Ferai Tınç: Ilısu, Blair'e dert oldu

Ferai TINÇ
Haberin Devamı

Londra Büyükelçimiz Özdem Sanberk, yerini Dışişleri Bakanlığı Müsteşarı Büyükelçi Korkmaz Haktanır'a bırakmadan önce, dün Londra'da önemli bir toplantı gerçekleştirdi.

Görev süresi içinde, Türkiye ve İngiltere'den uzmanların katıldığı çok önemli toplantılar düzenleyen ve Türkiye Büyükelçiliği'ni bir fikir üretim merkezi haline getiren Sanberk'in dünkü son toplantısı, Türkiye ile İngiltere arasında ciddi bir sorun halini almaya başlayan bir konuyla ilgiliydi.

Ilısu Hidroelektrik Barajı.

Türkiye'nin Dicle ırmağı üzerinde yapacağı bu baraj, Tony Blair'i çok güç durumda bıraktı.

Sadece Muhafazakarlar değil, İşçi Partisi içindeki sol muhalefet de günlerdir Blair'e ateş püskürüyor.

Sorun, Ilısu Barajı'nın yapımı için İngiltere'nin vereceği 200 milyon Poundluk ihracat kredi garantisi.

İşçi Partisi'nin gizli toplantılarında yapılan Ilısu barajıyla ilgili tartışmaların basına sızdırılmasıyla, konu daha da dallanıp budaklandı.

Hükümetin içindeki Ilısu çatlağı, böylece hem Parlamento'da hem de İngiltere kamuoyunda yankılandı.

BBC, Türkiye'ye muhabir gönderdi ve konuyla ilgili uzun bir program yayınlandı. The Guardian ve Independent gazeteleri de son haftalarda sık sık konuyla ilgili makale ve haberler yayınladılar.

* * *

ILISU, Dicle ırmağı üzerindeki ilk büyük baraj olacak. Konuyla ilgili olarak telefonla görüştüğüm bir İngiliz meslektaşım, son bir aydan beri süren aleyhteki kampanyanın ardında Irak ve Arap Ligi lobisinin bulunduğunu söyledi.
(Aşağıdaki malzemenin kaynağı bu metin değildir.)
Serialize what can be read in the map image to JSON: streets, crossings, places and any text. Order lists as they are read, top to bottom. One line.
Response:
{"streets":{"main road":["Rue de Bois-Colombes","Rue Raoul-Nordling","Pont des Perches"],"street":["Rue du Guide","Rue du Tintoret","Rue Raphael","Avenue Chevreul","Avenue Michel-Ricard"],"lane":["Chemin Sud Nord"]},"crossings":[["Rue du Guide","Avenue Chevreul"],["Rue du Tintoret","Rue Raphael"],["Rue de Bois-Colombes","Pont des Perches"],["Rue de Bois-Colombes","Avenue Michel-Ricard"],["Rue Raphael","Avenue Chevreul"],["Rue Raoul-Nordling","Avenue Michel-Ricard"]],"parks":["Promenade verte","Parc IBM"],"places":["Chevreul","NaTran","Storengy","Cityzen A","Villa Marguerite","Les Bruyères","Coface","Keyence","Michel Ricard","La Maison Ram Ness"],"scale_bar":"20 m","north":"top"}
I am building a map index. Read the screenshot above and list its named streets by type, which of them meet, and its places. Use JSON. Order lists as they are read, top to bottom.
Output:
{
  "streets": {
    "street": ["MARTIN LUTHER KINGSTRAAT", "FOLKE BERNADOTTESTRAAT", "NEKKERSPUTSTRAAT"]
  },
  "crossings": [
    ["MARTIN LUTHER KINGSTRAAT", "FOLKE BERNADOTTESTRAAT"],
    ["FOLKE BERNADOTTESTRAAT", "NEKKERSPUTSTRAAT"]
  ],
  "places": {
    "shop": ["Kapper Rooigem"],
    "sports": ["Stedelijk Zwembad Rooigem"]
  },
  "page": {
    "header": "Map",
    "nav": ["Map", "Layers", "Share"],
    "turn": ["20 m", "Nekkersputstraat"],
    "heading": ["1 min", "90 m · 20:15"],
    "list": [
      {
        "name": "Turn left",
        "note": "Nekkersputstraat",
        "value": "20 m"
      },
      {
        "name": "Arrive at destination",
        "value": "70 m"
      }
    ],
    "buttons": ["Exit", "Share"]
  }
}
Bu lobinin, Kürt kökenli bazı çevreleri de harekete geçirdiği ileri sürülüyor. Nitekim gazetelere verilen İngilizce ve Kürtçe ilanlarda,‘‘İngiliz vergi mükellefinin 200 milyon Poundunun Güneydoğu Anadolu'da 20 ile 60 bin arasındaki Kürdün topraklarından uzaklaştırılması için kullanılacağı’’ vurgulanıyor.

Ilısu'lu engellemek için üç gerekçe kullanılıyor.

a) Ilısu barajı, Irak'ın suyunu kesecek.

b) Kürt tarihinde çok önemli bir yeri olan Hasankeyf sular altında kalacak.

c) Kürtlerin toprakları ellerinden alınacak.

Bütün bu gerekçeler, seçmene ‘‘ahlaklı dış politika’’ sözü veren Blair'in, güç günler geçirmesine neden oluyor.

Dün Londra Büyükelçiliği'nde yapılan ve Türkiye'den su konularındaki uzmanlar ile İngiliz siyaset, medya ve bilim dünyasının tanınmış isimlerinin katıldığı toplantı, işte bu iddialara yanıt vermek amacını taşıyordu.

* * *

MAKSATLIlobi faaliyetlerine karşı mücadele etmek hatalara göz yummak anlamına gelmez.

Benim itirazım bu tip projelerde halkın düşüncelerinin ve tarihi bölgelerin dikkate alınmamasına. Türkiye ve bölge ekonomisine de olumlu katkıda bulunacağına inanılan bu tip büyük barajların yapımında sosyal ve çevre sorunlarını da mutlaka göz önüne almak gerekiyor.

İnsanların yaşantısı kökten değişecekse eğer, ikna edilmeleri gerekiyor.

Su kültürü eninde sonunda bir eğitim işi. Eğitimin ilk adımı ise insanı, tarihiyle birlikte ciddiye almaktan geçiyor.